Second Lady of Hawaii
- In role December 2, 1982 – December 2, 1986
- Lieutenant Governor: John D. Waiheʻe III
- Preceded by: James Aldrich King (as Second Gentleman)
- Succeeded by: Lorraine Gueco Cayetano

Personal details
- Born: Lynne Kobashigawa December 9, 1946 (age 79) Territory of Hawaii
- Spouse: John D. Waiheʻe III
- Children: 2

= Lynne Waihee =

First Lady of Hawaii (1986–1994)

Lynne Kobashigawa Waihee (born December 9, 1946) was First Lady of Hawaii from 1986 to 1994. Born in Hawaii and married to the first Native Hawaiian governor of the state, she was raised in Kalihi. Educated at Andrews University, her first vocation was teaching. She used her position as first lady to raise the standard of children's literacy in Hawaii. She helped found a children's museum and was a role model for volunteer service in the community, instituting the First Lady's Outstanding Volunteers Program.

== Background ==
She was one of five children born in Hawaii to Toshio and Matsue Kobashigawa. Both parents were of Okinawan ancestry, and her mother was a first-generation Hawaii immigrant from Okinawa Island. Her father died when she was 5 years old, and her mother raised the children in Kalihi as a single parent.

She and John Waihe'e III were both 1964 graduates of the private Seventh-day Adventist Hawaiian Mission Academy.

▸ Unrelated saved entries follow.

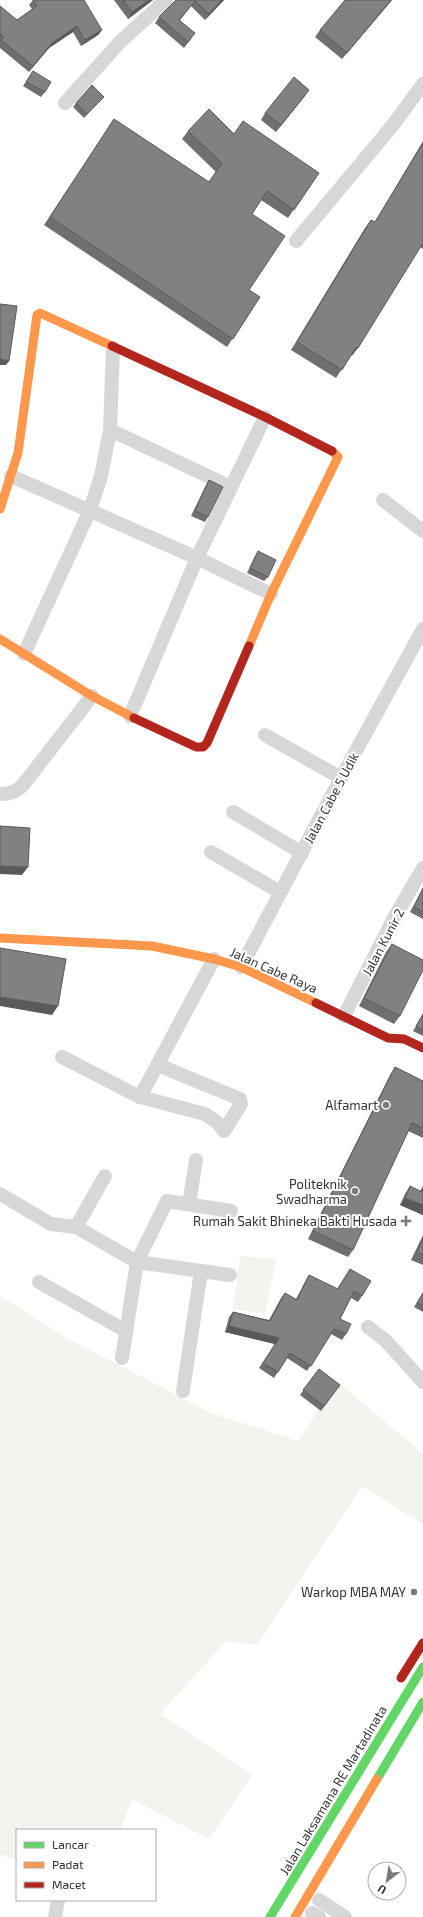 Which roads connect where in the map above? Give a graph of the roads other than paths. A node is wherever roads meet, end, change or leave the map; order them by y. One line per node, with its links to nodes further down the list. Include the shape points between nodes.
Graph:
1 (166, 0): 3 (street, via 120,42)
2 (423, 84): 4 (street, via 393,126)
3 (65, 103)
4 (296, 241)
5 (113, 348): 6 (main road); 7 (street); 8 (main road, via 44,313 37,315 18,453)
6 (265, 417): 9 (street); 15 (main road, via 334,452 338,457)
7 (110, 430): 9 (street); 12 (street, via 101,476)
8 (11, 476): 11 (main road); 12 (street)
9 (230, 487): 14 (street)
10 (383, 500): 13 (street)
11 (0, 509)
12 (90, 510): 14 (street); 18 (street)
13 (423, 532)
14 (197, 558): 15 (street); 20 (street)
15 (271, 594): 20 (main road, via 207,743 203,747 196,747)
16 (423, 629): 22 (street, Jalan Cabe 5 Udik)
17 (2, 644): 18 (main road)
18 (24, 654): 19 (main road)
19 (92, 696): 20 (main road); 23 (street, via 23,786 18,791)
20 (130, 716)
21 (265, 735): 22 (street)
22 (341, 778): 26 (street, Jalan Cabe 5 Udik)
23 (0, 794)
24 (233, 812): 26 (street)
25 (211, 852): 28 (street)
26 (302, 853): 28 (street, Jalan Cabe 5 Udik)
27 (423, 868): 32 (street, Jalan Kunir 2, via 394,918)
28 (280, 892): 31 (street, Jalan Cabe 5 Udik)
29 (0, 938): 30 (main road, Jalan Cabe Raya, via 152,946)
30 (214, 959): 31 (main road, Jalan Cabe Raya); 37 (street)
31 (241, 967): 32 (main road, Jalan Cabe Raya)
32 (344, 1016): 33 (main road, Jalan Cabe Raya)
33 (388, 1038): 34 (main road, Jalan Cabe Raya); 35 (main road, Jalan Cabe Raya, via 404,1039)
34 (395, 1046)
35 (423, 1048)
36 (62, 1057): 38 (street)
37 (158, 1065): 38 (street); 38 (street, via 238,1098 241,1104 224,1131 205,1114)
38 (140, 1097)
39 (196, 1160): 42 (street)
40 (105, 1176): 44 (street)
41 (0, 1195): 44 (street, via 51,1224)
42 (189, 1204): 43 (street); 45 (street, via 167,1201)
43 (231, 1211)
44 (76, 1227): 45 (street)
45 (137, 1262): 46 (street); 50 (street)
46 (202, 1271): 47 (street); 53 (street)
47 (230, 1275)
48 (39, 1282): 50 (street)
49 (368, 1327): 52 (street, via 386,1341)
50 (126, 1332): 51 (street)
51 (122, 1358)
52 (423, 1382)
53 (183, 1391)
54 (423, 1643): 56 (main road)
55 (420, 1672): 59 (main road, Jalan Laksamana RE Martadinata)
56 (396, 1686)
57 (423, 1702): 65 (main road)
58 (301, 1848): 59 (main road)
59 (289, 1886): 64 (main road, Jalan Laksamana RE Martadinata)
60 (321, 1897): 62 (main road); 66 (street)
61 (58, 1901): 63 (street)
62 (313, 1916)
63 (55, 1917)
64 (270, 1917)
65 (295, 1917)
66 (345, 1917)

Both graduated from Andrews University in Michigan, where Lynne began her teaching career. The couple married in Michigan, and their children were born there. John involved himself in small-town community activism while in Michigan, with people already predicting his rise in politics.

== As first lady ==
The Waihee family returned to Hawaii in 1971. A proponent of children's literacy, Waihee became a teacher at Hawaiian Mission Academy. Her husband's victory in the 1986 gubernatorial election made him the first Native Hawaiian elected to the governorship from any state of the United States. At the time of his inauguration, the family continued to live in a modest Kalihi condo while Washington Place was undergoing work.

For her first luncheon at the White House with Nancy Reagan, she had students at the University of Hawaii at Manoa design her a dress. Eventually she commissioned the students to design an entire wardrobe for her, which was featured as the First Lady Collection at a fashion show at the Sheraton Waikiki Hotel.

Waihee is an advocate of reading aloud to children to inspire their interest in literature. As first lady, she toured Hawaii, stating, "I want every child in the state to be read to everyday." She was the co-founder, and is president, of the non-profit organization Read To Me International.

While her husband was governor, she helped found the Hawaii Children's Museum as honorary chair. In 1987, she was honorary chairman of the development of the Okinawa Cultural Center "Okinawa Bunka Kaikan" when it was first constructed in Waipio, Hawaii.

During her eight years as First Lady of Hawaii, Waihee routinely put in 18-hour days. She was credited for raising the bar of volunteerism, having created the First Lady's Outstanding Volunteers Program. The national Girl Scouts named her "Woman of Distinction" for her service in Hawaii. The Adult Friends for Youth presented her with the Service to Hawaii's Youth Award. She served on numerous charitable and institutional boards in order to champion the welfare of Hawaii's children. During her tenure in the job, she served on the National Institute for Literacy and the National Center for Family Literacy.

==Later years==
Waihee has continued promoting the welfare of Hawaii's children, with an emphasis on children's literacy.